┌─ Dataset content
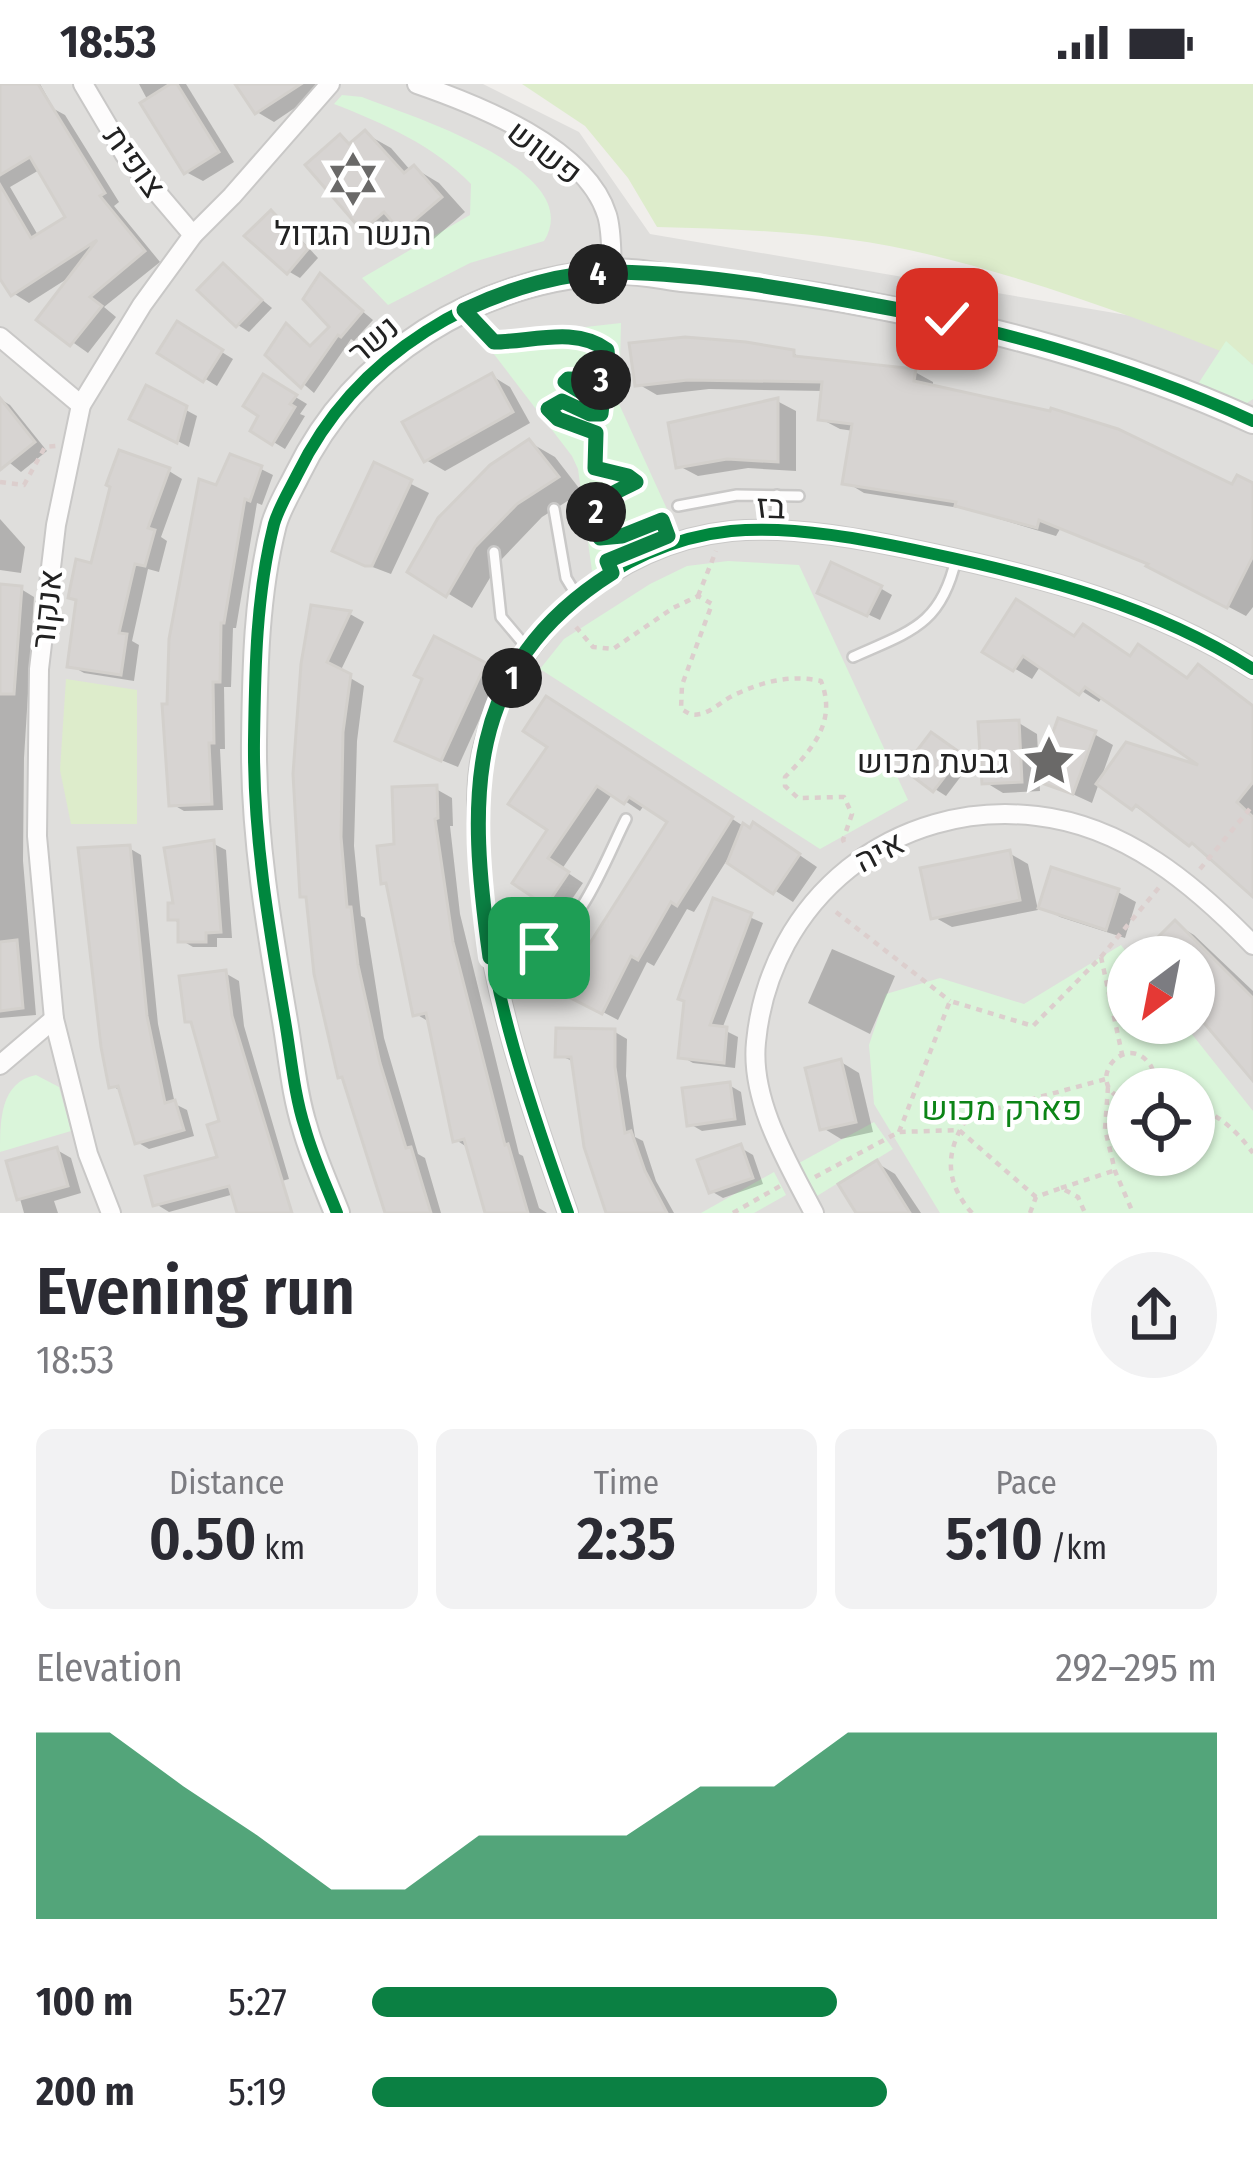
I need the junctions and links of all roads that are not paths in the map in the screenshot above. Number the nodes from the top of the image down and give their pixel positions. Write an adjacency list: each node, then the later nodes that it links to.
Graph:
1 (83, 84): 4 (street, צופית)
2 (330, 84): 4 (street, אנקור)
3 (417, 84): 5 (street, פשוש)
4 (193, 235): 7 (street, אנקור)
5 (612, 272): 8 (street, נשר); 26 (street, נשר)
6 (0, 337): 7 (street)
7 (81, 405): 23 (street, אנקור)
8 (1253, 421)
9 (777, 495): 10 (lane); 11 (lane); 13 (lane)
10 (799, 496)
11 (678, 506)
12 (554, 509): 16 (lane)
13 (775, 533): 15 (street, בז); 16 (street, בז)
14 (494, 552): 17 (lane)
15 (956, 559): 18 (lane); 19 (street, בז)
16 (570, 603): 17 (street, בז)
17 (528, 649): 22 (street, בז)
18 (854, 657)
19 (1253, 669)
20 (626, 819): 22 (lane)
21 (1253, 944): 28 (street, איה)
22 (490, 957): 27 (street, בז)
23 (54, 1019): 24 (street); 25 (street, אנקור)
24 (0, 1065)
25 (111, 1213)
26 (337, 1213)
27 (568, 1213)
28 (814, 1213)

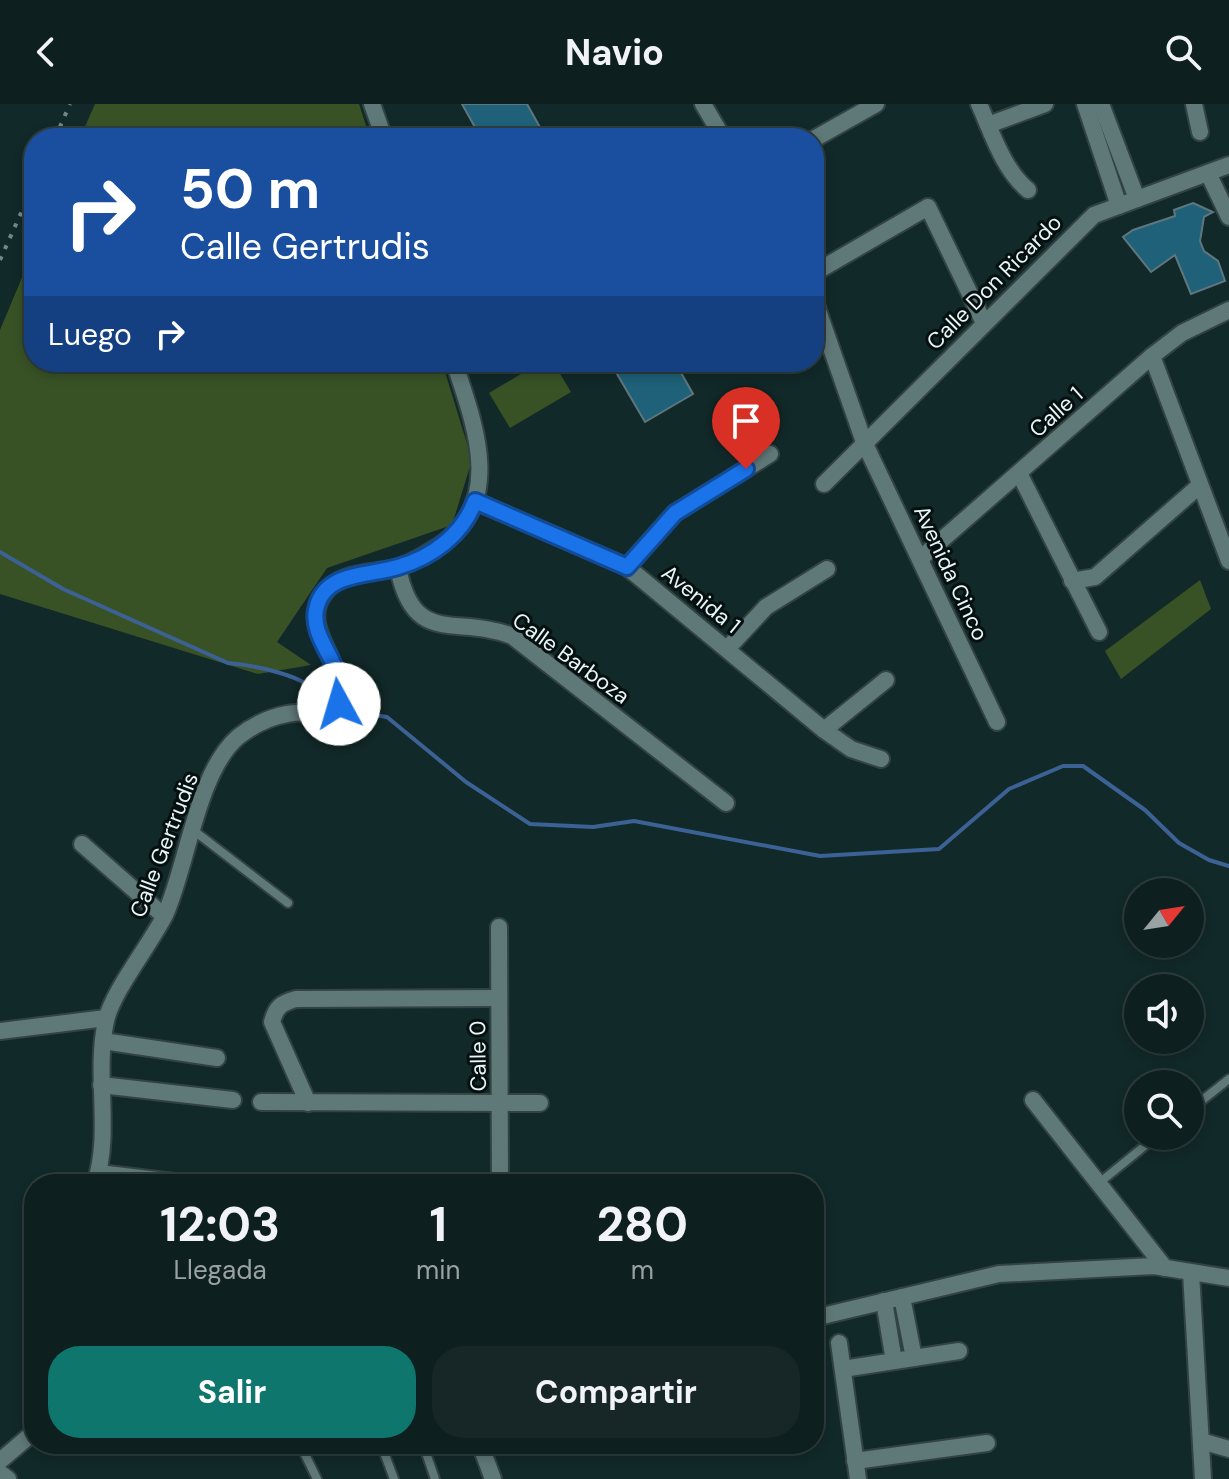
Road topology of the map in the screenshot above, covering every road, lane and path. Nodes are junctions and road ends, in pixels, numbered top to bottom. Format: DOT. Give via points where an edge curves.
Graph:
graph roads {
  1 [pos="372,104"];
  2 [pos="703,104"];
  3 [pos="876,104"];
  4 [pos="979,104"];
  5 [pos="1045,104"];
  6 [pos="1085,104"];
  7 [pos="1101,104"];
  8 [pos="1194,104"];
  9 [pos="988,125"];
  10 [pos="380,128"];
  11 [pos="717,128"];
  12 [pos="1200,132"];
  13 [pos="824,133"];
  14 [pos="1229,165"];
  15 [pos="1208,173"];
  16 [pos="1028,190"];
  17 [pos="1137,199"];
  18 [pos="1119,206"];
  19 [pos="1229,217"];
  20 [pos="824,267"];
  21 [pos="1229,310"];
  22 [pos="984,323"];
  23 [pos="824,328"];
  24 [pos="1152,356"];
  25 [pos="457,372"];
  26 [pos="864,442"];
  27 [pos="770,454"];
  28 [pos="1020,475"];
  29 [pos="824,484"];
  30 [pos="1199,486"];
  31 [pos="475,501"];
  32 [pos="920,559"];
  33 [pos="1229,561"];
  34 [pos="627,567"];
  35 [pos="398,568"];
  36 [pos="827,569"];
  37 [pos="1072,581"];
  38 [pos="1099,632"];
  39 [pos="727,649"];
  40 [pos="886,680"];
  41 [pos="997,722"];
  42 [pos="824,730"];
  43 [pos="881,759"];
  44 [pos="726,803"];
  45 [pos="192,829"];
  46 [pos="82,844"];
  47 [pos="288,903"];
  48 [pos="164,916"];
  49 [pos="499,927"];
  50 [pos="499,998"];
  51 [pos="106,1018"];
  52 [pos="0,1031"];
  53 [pos="103,1041"];
  54 [pos="217,1058"];
  55 [pos="1229,1079"];
  56 [pos="101,1085"];
  57 [pos="1204,1099"];
  58 [pos="233,1100"];
  59 [pos="1033,1100"];
  60 [pos="261,1102"];
  61 [pos="308,1103"];
  62 [pos="500,1103"];
  63 [pos="540,1103"];
  64 [pos="1139,1150"];
  65 [pos="99,1174"];
  66 [pos="500,1174"];
  67 [pos="1098,1183"];
  68 [pos="1165,1268"];
  69 [pos="1191,1273"];
  70 [pos="1229,1278"];
  71 [pos="902,1297"];
  72 [pos="884,1301"];
  73 [pos="824,1316"];
  74 [pos="839,1343"];
  75 [pos="959,1351"];
  76 [pos="914,1358"];
  77 [pos="894,1361"];
  78 [pos="843,1369"];
  79 [pos="24,1441"];
  80 [pos="1201,1441"];
  81 [pos="987,1443"];
  82 [pos="1229,1449"];
  83 [pos="305,1454"];
  84 [pos="385,1454"];
  85 [pos="426,1454"];
  86 [pos="484,1454"];
  87 [pos="0,1461"];
  88 [pos="855,1461"];
  89 [pos="0,1473"];
  90 [pos="8,1479"];
  91 [pos="317,1479"];
  92 [pos="394,1479"];
  93 [pos="435,1479"];
  94 [pos="493,1479"];
  95 [pos="858,1479"];
  96 [pos="1203,1479"];
  1 -- 10 [label="street"];
  2 -- 11 [label="street"];
  3 -- 13 [label="street"];
  4 -- 9 [label="street"];
  5 -- 9 [label="street"];
  6 -- 18 [label="street"];
  7 -- 17 [label="street"];
  8 -- 12 [label="street"];
  9 -- 16 [label="street" via="1016,180"];
  14 -- 15 [label="street, Calle Don Ricardo"];
  15 -- 17 [label="street, Calle Don Ricardo"];
  15 -- 19 [label="street"];
  17 -- 18 [label="street, Calle Don Ricardo"];
  18 -- 22 [label="street, Calle Don Ricardo" via="1094,215"];
  20 -- 22 [label="street" via="928,207"];
  21 -- 24 [label="street, Calle 1" via="1182,333"];
  22 -- 26 [label="street, Calle Don Ricardo"];
  23 -- 26 [label="street, Avenida Cinco"];
  24 -- 28 [label="street, Calle 1"];
  24 -- 30 [label="street"];
  25 -- 31 [label="street, Calle Gertrudis" via="477,429 480,467"];
  26 -- 29 [label="street, Calle Don Ricardo"];
  26 -- 32 [label="street, Avenida Cinco"];
  27 -- 34 [label="street" via="675,513"];
  28 -- 32 [label="street, Calle 1"];
  28 -- 37 [label="street"];
  30 -- 33 [label="street"];
  30 -- 37 [label="street" via="1095,577"];
  31 -- 34 [label="street, Avenida 1"];
  31 -- 35 [label="street, Calle Gertrudis" via="454,536"];
  32 -- 41 [label="street, Avenida Cinco"];
  34 -- 39 [label="street, Avenida 1"];
  35 -- 44 [label="street, Calle Barboza" via="404,596 428,621 512,636"];
  35 -- 45 [label="street, Calle Gertrudis" via="359,573 323,593 315,611 319,634 342,683 339,704 325,712 269,720 236,739 218,765"];
  36 -- 39 [label="street" via="766,607"];
  37 -- 38 [label="street"];
  39 -- 42 [label="street, Avenida 1"];
  40 -- 42 [label="street"];
  42 -- 43 [label="street, Avenida 1" via="851,749"];
  45 -- 47 [label="lane"];
  45 -- 48 [label="street, Calle Gertrudis"];
  46 -- 48 [label="street"];
  48 -- 51 [label="street, Calle Gertrudis"];
  49 -- 50 [label="street, Calle 0"];
  50 -- 61 [label="street" via="282,1003 272,1022"];
  50 -- 62 [label="street, Calle 0"];
  51 -- 52 [label="street"];
  51 -- 53 [label="street, Calle Gertrudis"];
  53 -- 54 [label="street"];
  53 -- 56 [label="street, Calle Gertrudis"];
  55 -- 57 [label="lane"];
  56 -- 58 [label="street"];
  56 -- 65 [label="street, Calle Gertrudis"];
  59 -- 67 [label="street"];
  60 -- 61 [label="street"];
  61 -- 62 [label="street"];
  62 -- 63 [label="street"];
  62 -- 66 [label="street, Calle 0"];
  64 -- 67 [label="lane"];
  67 -- 68 [label="street"];
  68 -- 69 [label="street"];
  68 -- 71 [label="street" via="999,1274"];
  69 -- 70 [label="street"];
  69 -- 80 [label="street"];
  71 -- 72 [label="street"];
  71 -- 76 [label="street"];
  72 -- 73 [label="street"];
  72 -- 77 [label="street"];
  74 -- 78 [label="street"];
  75 -- 76 [label="street"];
  76 -- 77 [label="street"];
  77 -- 78 [label="street"];
  78 -- 88 [label="street"];
  79 -- 87 [label="street"];
  80 -- 82 [label="street"];
  80 -- 96 [label="street"];
  81 -- 88 [label="street"];
  83 -- 91 [label="lane"];
  84 -- 92 [label="lane"];
  85 -- 93 [label="lane"];
  86 -- 94 [label="street"];
  88 -- 95 [label="street"];
  89 -- 90 [label="street"];
}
└─
▶ **Your goal**: Lines containing the string "אנקור" in the material: report how many there are, with no added words.

▶ **Answer box**: 4